Can't invent much if all you have is a sharp stone and very limited understanding of nature.
I'm gonna piggy back mine on this one. Before the invention of writing, the only new thoughts you could ever encounter, were from the people you would meet face to face.
We use terms like "stone age" and "iron age" because those are materials that lasted long enough for us to see them. Wood, fabric, rope, animal hide, many other materials don't last that long so we have much less information about what people were doing with them.
That's actually not true. Even steel girders will dissolve to rust within a few hundred years, if left to the elements. Fossils are a 1 in a million occurrence that require precise conditions in order to happen. In conditions that are less than ideal, there would be zero evidence of anything we have built in the last few thousand years without constant maintenance.
Only stone endures long enough to last longer than that, and we tend to harvest stone to build new things, every time we find old things made out of it. So everything that would have otherwise lasted, could have easily been recycled so many times over, that it's completely unrecognizable now. Except for the few, rare structures that we see today, and have little to no explanation for, other than speculation based on vague 3rd person accounts.
Do we know that knowledge of those accomplishments has been repeatedly erased from history? That seems like a bit of a leap.
We don't. But I find it hard to believe that not one person in 90,000 years of human history, never came up with a single advancement similar to the ones that happen all the time now. Our brains were just as developed as they are now, for that entire time.
It is inconceivable that we only started using them in any significant capacity, just recently.
@Archangel1313@lemmy.ca Look into Islamic scolars, a lot of scientific discoveries done in Europe after the middle ages were made hundreds of years earlier by them. Then I guess their dark ages started, making a lot of knowledge "lost". On te other hand, you should keep in mind two things, the first is that knowledge is incremental, everything we know is built on previous knowledge. The other is that while humans were around a long time, they were not in the big numbers of today. As a consequence they didn't need farming, they could always travel further to new lands for finding food and shelter.
Cleopatra lived closer to the discovery of electricity than To the building of the pyramids
That's a less impressive version of one of the two facts that are specifically not asked for :-)
Actually, that thing with Kleopatra is only to the Great Pyramid.
What about the Not-as-great pyramid?
Most of school going humans are aware of the concept of force and motion.
We have vague ideas of the laws that govern them roughly 400 years after their discovery by Newton.
On the basis of that, one can form a rough estimate that it would take humans another 30-40 years to assimilate quantum mechanics and special relativity.
@LadyButterfly@piefed.blahaj.zone ...King Louis XIV had an anal fistula and required a doctor's attention and horrific chair that would frighten anyone, the entire court began using the tortuous device unnecessarily...
Just read about Doggerland or the Messinian salinity crysis and then think of climate change.
Trees are not that related to each other.

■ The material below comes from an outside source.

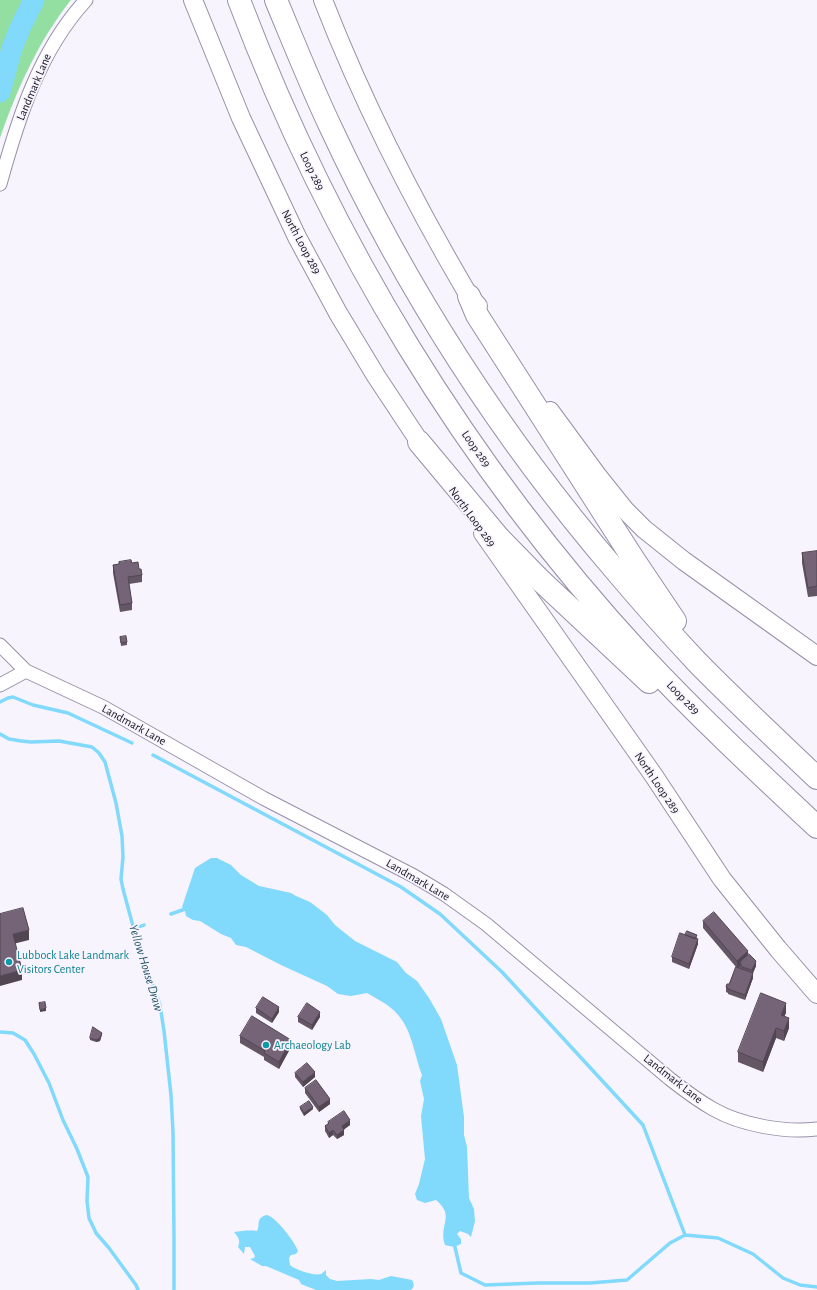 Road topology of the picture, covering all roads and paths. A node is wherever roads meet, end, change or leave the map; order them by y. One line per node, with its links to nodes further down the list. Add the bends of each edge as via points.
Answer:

Woody plants evolved multiple times over earths history. And while e.g. beeches are closely related to oaks related, they are more closely related to strawberries than to e.g. ashes. Black locust tree is more closely related to beans or peas than to birches (which are again related to oaks and beeches). Apples are even more closely related to strawberries than to oaks. That broke my mind during Covid. All conifers are somewhat closely related though.